While reportedly an adaptation of a not-yet-published graphic novel by the sister-brother series creator team of Megan and Nate Trinrud, the literary object School Spirits most resembles is a good YA novel.
For those who enjoy YA novels or teen-centric stories that aren’t sex comedies, there’s plenty to appreciate in the three episodes provided to critics. For one, List makes an appealing lead. She has some of the classic elements of teen protagonists—she’s parentified because her mom is unraveling, outstanding in school despite not being all that dedicated to it, and already has a fully refined sense of fashion. On the other hand, List invests an impatience and sense of know-it-all-ism in Maddie. She’s mad, and she has every right to be. Still, her certainty often blocks out other voices and has already slowed her investigation into her murder a few times.

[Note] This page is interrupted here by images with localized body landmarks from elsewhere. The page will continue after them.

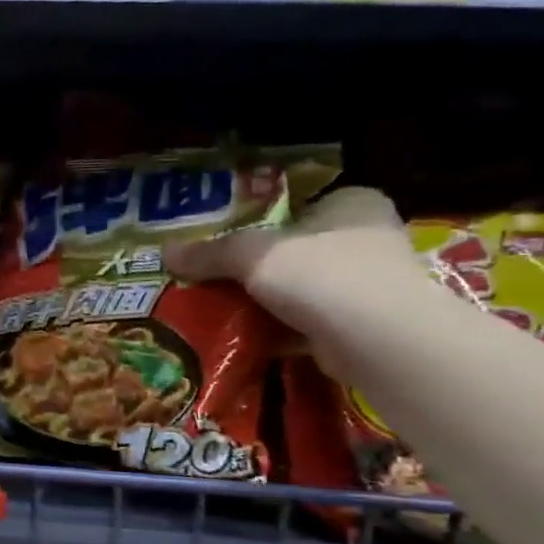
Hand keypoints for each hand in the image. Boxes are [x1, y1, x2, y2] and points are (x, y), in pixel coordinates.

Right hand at [165, 187, 432, 367]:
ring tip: (216, 305)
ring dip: (263, 299)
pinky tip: (240, 334)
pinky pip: (305, 322)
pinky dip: (275, 329)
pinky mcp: (360, 326)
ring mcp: (368, 285)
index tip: (221, 234)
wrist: (379, 341)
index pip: (298, 203)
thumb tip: (163, 253)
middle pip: (294, 247)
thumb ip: (209, 252)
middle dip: (255, 265)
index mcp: (351, 203)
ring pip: (299, 287)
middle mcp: (365, 238)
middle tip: (210, 272)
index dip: (258, 217)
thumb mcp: (250, 254)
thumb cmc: (321, 274)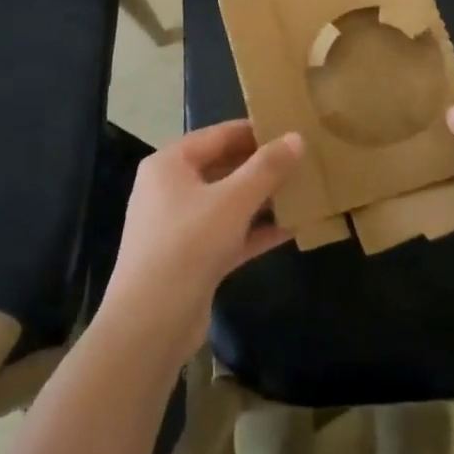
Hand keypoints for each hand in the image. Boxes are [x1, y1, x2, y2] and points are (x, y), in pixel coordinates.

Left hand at [97, 121, 304, 362]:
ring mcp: (180, 226)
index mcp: (170, 164)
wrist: (149, 325)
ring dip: (263, 199)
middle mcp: (171, 189)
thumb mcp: (232, 201)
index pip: (219, 135)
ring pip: (228, 202)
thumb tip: (297, 137)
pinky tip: (292, 227)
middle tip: (303, 159)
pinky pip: (229, 233)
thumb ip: (267, 168)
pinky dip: (256, 230)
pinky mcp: (192, 259)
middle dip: (262, 166)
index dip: (256, 130)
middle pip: (223, 167)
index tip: (292, 128)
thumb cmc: (187, 246)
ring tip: (304, 189)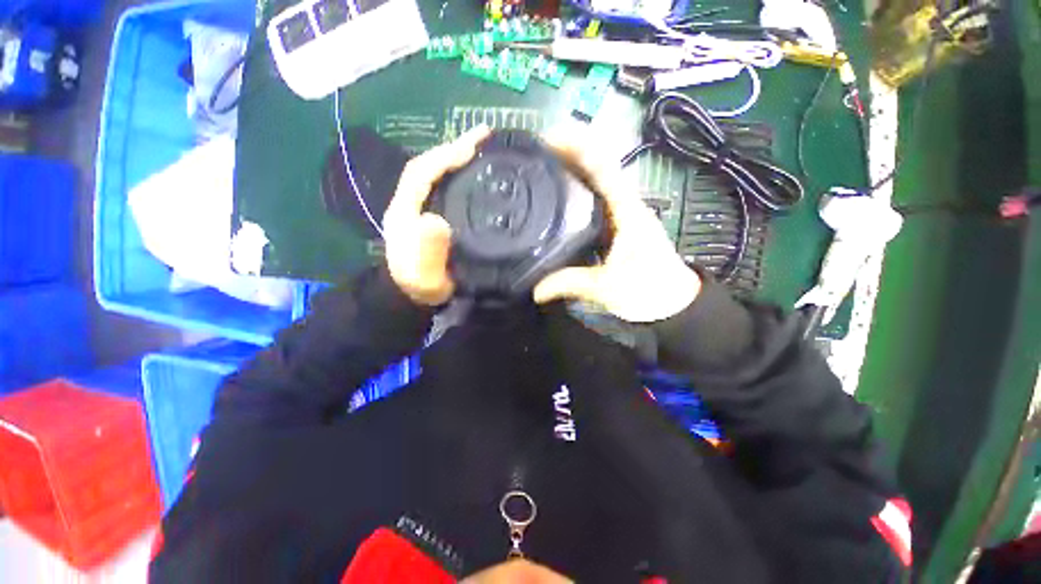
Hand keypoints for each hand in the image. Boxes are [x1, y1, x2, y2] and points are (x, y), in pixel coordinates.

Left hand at [383, 125, 491, 305]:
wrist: (416, 296)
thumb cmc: (421, 285)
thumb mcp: (423, 275)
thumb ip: (427, 252)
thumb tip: (436, 221)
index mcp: (405, 210)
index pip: (421, 172)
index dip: (445, 155)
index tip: (473, 145)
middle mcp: (412, 202)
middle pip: (431, 166)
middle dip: (455, 148)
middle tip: (485, 136)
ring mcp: (423, 207)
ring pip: (439, 175)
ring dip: (459, 159)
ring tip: (484, 148)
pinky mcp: (435, 215)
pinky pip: (447, 189)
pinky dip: (462, 177)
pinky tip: (478, 175)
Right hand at [533, 127, 701, 322]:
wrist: (676, 305)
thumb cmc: (648, 292)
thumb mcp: (606, 287)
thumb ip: (569, 284)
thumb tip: (535, 290)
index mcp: (627, 211)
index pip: (603, 166)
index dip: (578, 147)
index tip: (549, 139)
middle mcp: (625, 205)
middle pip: (598, 168)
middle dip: (569, 154)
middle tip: (535, 152)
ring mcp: (621, 216)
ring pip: (596, 184)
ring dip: (572, 171)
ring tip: (541, 168)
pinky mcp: (617, 228)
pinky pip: (594, 203)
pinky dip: (576, 194)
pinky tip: (557, 199)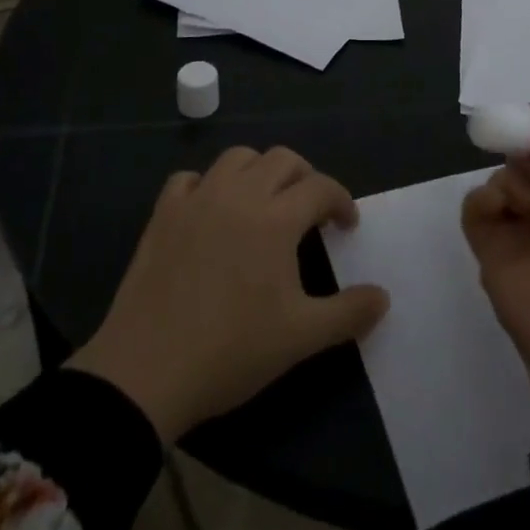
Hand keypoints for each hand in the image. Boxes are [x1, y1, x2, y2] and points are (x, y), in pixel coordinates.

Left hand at [69, 146, 388, 440]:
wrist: (145, 372)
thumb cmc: (231, 351)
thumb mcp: (300, 338)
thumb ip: (348, 313)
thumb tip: (384, 297)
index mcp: (276, 218)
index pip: (320, 187)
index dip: (341, 200)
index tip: (347, 225)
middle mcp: (239, 195)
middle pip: (282, 159)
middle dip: (305, 177)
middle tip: (311, 210)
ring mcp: (197, 200)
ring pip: (237, 158)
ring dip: (259, 171)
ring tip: (265, 201)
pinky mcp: (163, 215)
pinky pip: (189, 179)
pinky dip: (207, 185)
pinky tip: (211, 210)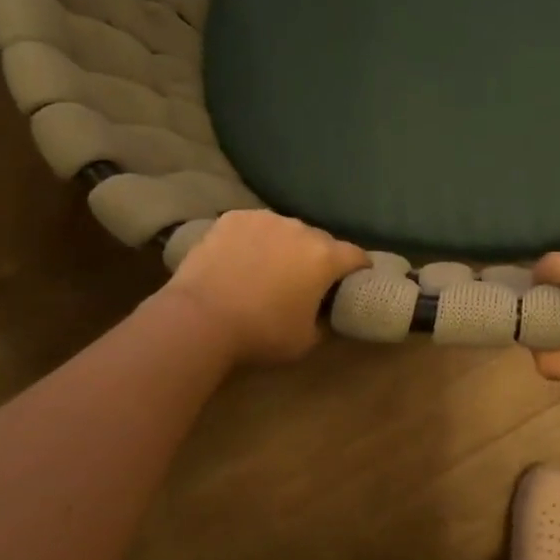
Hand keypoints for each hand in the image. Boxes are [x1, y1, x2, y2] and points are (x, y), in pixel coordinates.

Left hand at [161, 210, 368, 365]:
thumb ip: (324, 321)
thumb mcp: (306, 341)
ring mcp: (264, 219)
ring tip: (269, 267)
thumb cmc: (261, 333)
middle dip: (319, 257)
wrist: (200, 317)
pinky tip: (241, 258)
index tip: (355, 280)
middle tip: (306, 280)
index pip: (356, 256)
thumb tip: (325, 313)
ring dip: (286, 245)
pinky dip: (254, 239)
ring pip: (286, 230)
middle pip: (321, 240)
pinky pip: (254, 227)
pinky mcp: (232, 218)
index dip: (359, 268)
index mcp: (325, 257)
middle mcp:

The rest of the cast is similarly talented. If anything, three episodes in, there may be too many players. One wants to get to know Rhonda, Charley, Wally, and Mr. Martin (Josh Zuckerman)–the adult ghost who leads their support group—more every time they briefly pop up. The living evoke a similar feeling but for different reasons. Kristian Flores and Kiara Pichardo portray Maddie’s living best friends, Simon and Nicole, with skill. Unfortunately, so far, they feel underwritten. Somehow, despite less time, the dead feel more three-dimensional than the living.
The series also benefits from a PG-13+ approach to the material. Drug use by the students is acknowledged and treated as more like a bad habit than a cause for the rending of garments. Two teens talk sex honestly while still pawing at each other. One ghost’s tale of their death at the hands of a manipulative adult who only helped them to try to seduce them is unblinking in its recollection. Too often, shows about teenagers either sanitize the darkness or push it into the stuff of Greek tragedy. School Spirits is refreshingly more down to Earth.
Plotwise, each episode has enough incident to keep things moving forward, but it is still too early to comment on the quality of the mystery. A moment near the end of the third episode feels overly unrealistic. Yes, for a show about teen ghosts. Yes, I know how that sounds. Otherwise, though, the actions and secrets of the living feel “real” to the world. The deaths of other ghosts—allergies, drugs, sports injuries, dangerous adults—also have an appreciated ring of authenticity.
Teen shows often outstay their welcome as they either escalate themselves ever higher (Glee, everyone knows I mean you). Or they trap the characters in a loop of the same behaviors and mistakes (90210, The O.C., Gossip Girls, the list may be endless). So with only three episodes in, it is difficult to crown School Spirits homecoming queen. However, the players involved, the chessboard’s proverbial setup, and the mystery’s finite nature are all encouraging. So far, at least, it’ll be worth showing up at class to see where this goes.
School Spirits matriculates via Ouija board March 9 on Paramount+.